## Extracting predictors from BRFSS

In this notebook, we're going to figure out which predictors we want to extract from the BRFSS CSVs. This is going to take several steps:

1. Load consensus_var_desc_dict which contains all the variable names and descriptions from all the codebooks from 1999 to 2017. Also load the master_codebook_all_years dataframe, which will help you figure out for which years which variables were used.
2. Decide which predictors I want to extract from each year's BRFSS CSV.
3. Load each BRFSS CSV into a pandas dataframe, and extract the relevant columns.

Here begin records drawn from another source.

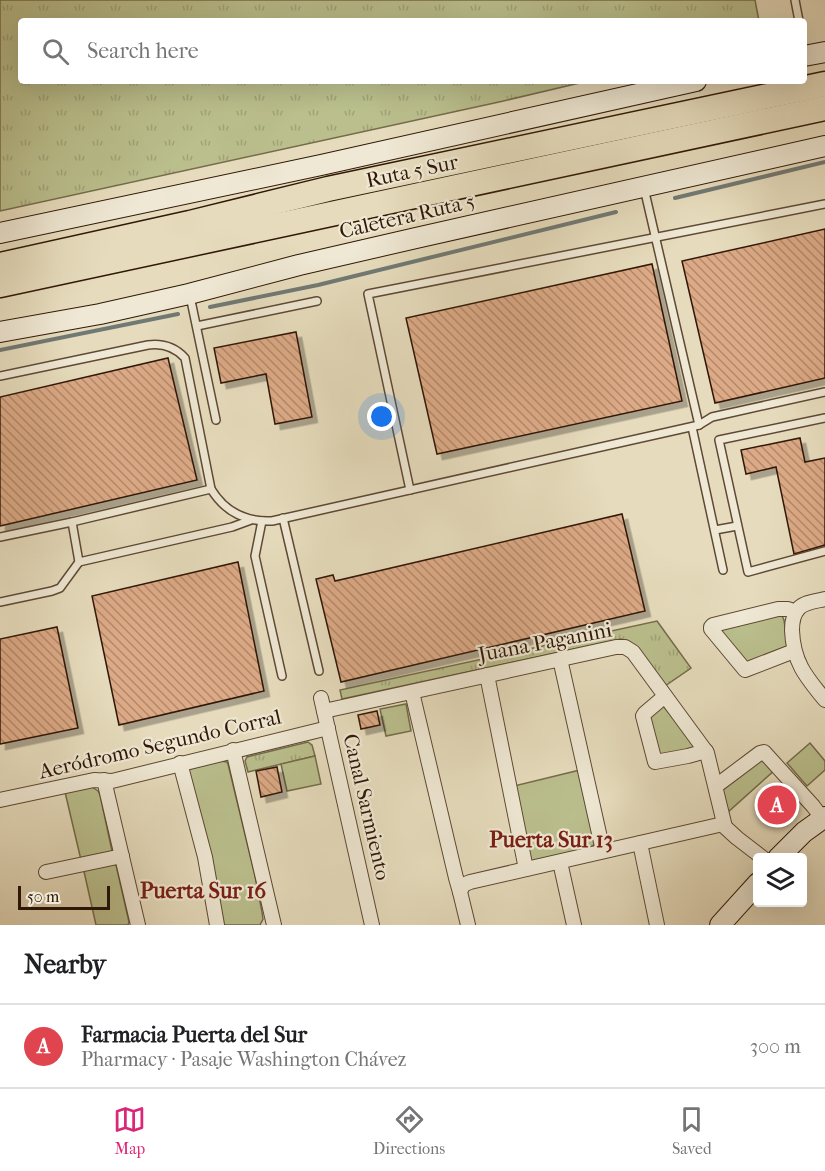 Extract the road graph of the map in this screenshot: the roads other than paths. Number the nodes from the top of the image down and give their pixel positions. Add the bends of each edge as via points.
1 (795, 0) edge
2 (798, 18) edge
3 (683, 84) edge
4 (825, 84) edge
5 (825, 108) edge
6 (825, 146) edge
7 (644, 186) junction
8 (825, 204) edge
9 (0, 233) edge
10 (657, 238) junction
11 (0, 266) edge
12 (0, 285) edge
13 (189, 294) junction
14 (317, 301) dead end
15 (197, 326) junction
16 (0, 332) edge
17 (0, 376) edge
18 (825, 392) edge
19 (825, 418) edge
20 (216, 420) dead end
21 (696, 426) junction
22 (211, 489) junction
23 (410, 490) junction
24 (283, 518) junction
25 (251, 520) junction
26 (262, 521) junction
27 (72, 522) junction
28 (737, 525) junction
29 (715, 530) junction
30 (0, 537) edge
31 (825, 551) edge
32 (79, 562) junction
33 (723, 570) dead end
34 (825, 599) edge
35 (0, 602) edge
36 (796, 612) junction
37 (794, 651) junction
38 (560, 659) junction
39 (319, 671) dead end
40 (487, 675) junction
41 (282, 676) dead end
42 (412, 692) junction
43 (824, 695) edge
44 (664, 696) junction
45 (323, 704) joint
46 (328, 728) junction
47 (233, 750) junction
48 (706, 751) junction
49 (180, 764) junction
50 (104, 780) junction
51 (716, 786) junction
52 (0, 800) edge
53 (824, 819) edge
54 (723, 824) junction
55 (640, 843) junction
56 (603, 852) junction
57 (756, 853) edge
58 (783, 853) edge
59 (122, 856) junction
60 (560, 862) junction
61 (526, 869) junction
62 (46, 872) dead end
63 (753, 889) edge
64 (460, 892) junction
65 (138, 925) edge
66 (217, 925) edge
67 (274, 925) edge
68 (372, 925) edge
69 (468, 925) edge
70 (574, 925) edge
71 (657, 925) edge
72 (720, 925) edge

1 - 2 lane
3 - 9 street
4 - 11 highway, Ruta 5 Sur via 328,189
5 - 12 highway, Ruta 5 Sur
6 - 7 street, Caletera Ruta 5
7 - 10 lane
7 - 13 street, Caletera Ruta 5
8 - 10 lane
10 - 21 lane
10 - 23 lane via 368,294
13 - 15 lane
13 - 16 street, Caletera Ruta 5
14 - 15 lane
15 - 20 lane
17 - 22 lane via 154,344 172,348 185,358
18 - 21 lane via 712,417
19 - 28 lane via 719,441
21 - 23 lane
21 - 29 lane
22 - 25 lane via 232,512
22 - 27 lane
23 - 24 lane
24 - 26 lane
24 - 39 lane
25 - 26 lane
25 - 32 lane
26 - 41 lane via 255,556
27 - 30 lane
27 - 32 lane
28 - 29 lane
28 - 31 lane via 748,572
29 - 33 lane
32 - 35 lane via 60,588
34 - 36 street via 804,605
36 - 37 street via 792,625
36 - 37 street via 778,609 711,627 745,670
37 - 43 street via 807,678
38 - 40 street, Juana Paganini
38 - 44 street, Juana Paganini via 625,647 633,652
38 - 56 street
40 - 42 street, Juana Paganini
40 - 61 street
42 - 45 street, Juana Paganini
42 - 64 street
44 - 48 street, Juana Paganini
44 - 48 street via 643,716 655,762
45 - 46 street, Canal Sarmiento
46 - 47 street, Aeródromo Segundo Corral
46 - 68 street, Canal Sarmiento
47 - 49 street, Aeródromo Segundo Corral
47 - 67 street
48 - 51 street, Juana Paganini
49 - 50 street, Aeródromo Segundo Corral
49 - 66 street via 205,856
50 - 52 street, Aeródromo Segundo Corral
50 - 59 street
51 - 53 street via 764,752
51 - 54 street, Juana Paganini
53 - 58 street
54 - 55 street
54 - 57 street
55 - 56 street
55 - 71 street
56 - 60 street
59 - 62 street
59 - 65 street
60 - 61 street
60 - 70 street
61 - 64 street via 470,882
63 - 72 street
64 - 69 street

Store this is a dictionary or list of dataframe.
4. Then, once you have this list or dictionary of dataframes by year, take each dataframe and compute the state-level summary statistics you want for each year; turn this into a time series for each predictor that has an annual sampling frequency.

In [1]:
%%bash
ls ../data/pickles

MI_mortality_medicaid_expansion.pkl
any_exercise_list_of_dfs.pkl
cardiac_mortality_obesity_dm_df_by_state.pkl
codebook_dfs_dict.pkl
consensus_var_desc_dict.pkl
interpol_truncated_MI_mortality_per_state_dict.pkl
master_codebook_all_years.pkl
myocardial_infarction_df_state_mortality_dict.pkl
state_population_by_year_dict.pkl


In [64]:
import pickle
import pandas as pd

import warnings

from progress_bar import log_progress

warnings.filterwarnings('ignore')

In [4]:
with open("../data/pickles/master_codebook_all_years.pkl", "rb") as f:
    master_codebook_all_years_df = pickle.load(f)

In [6]:
with open("../data/pickles/consensus_var_desc_dict.pkl", "rb") as f:
    consensus_var_desc_dict = pickle.load(f)

What we need to do is find all the variables that mention a particular condition, so that we can figure out which variable names are synonymous with each other.

In [51]:
master_codebook_all_years_df[master_codebook_all_years_df.var_name == 'HLTHPLN1']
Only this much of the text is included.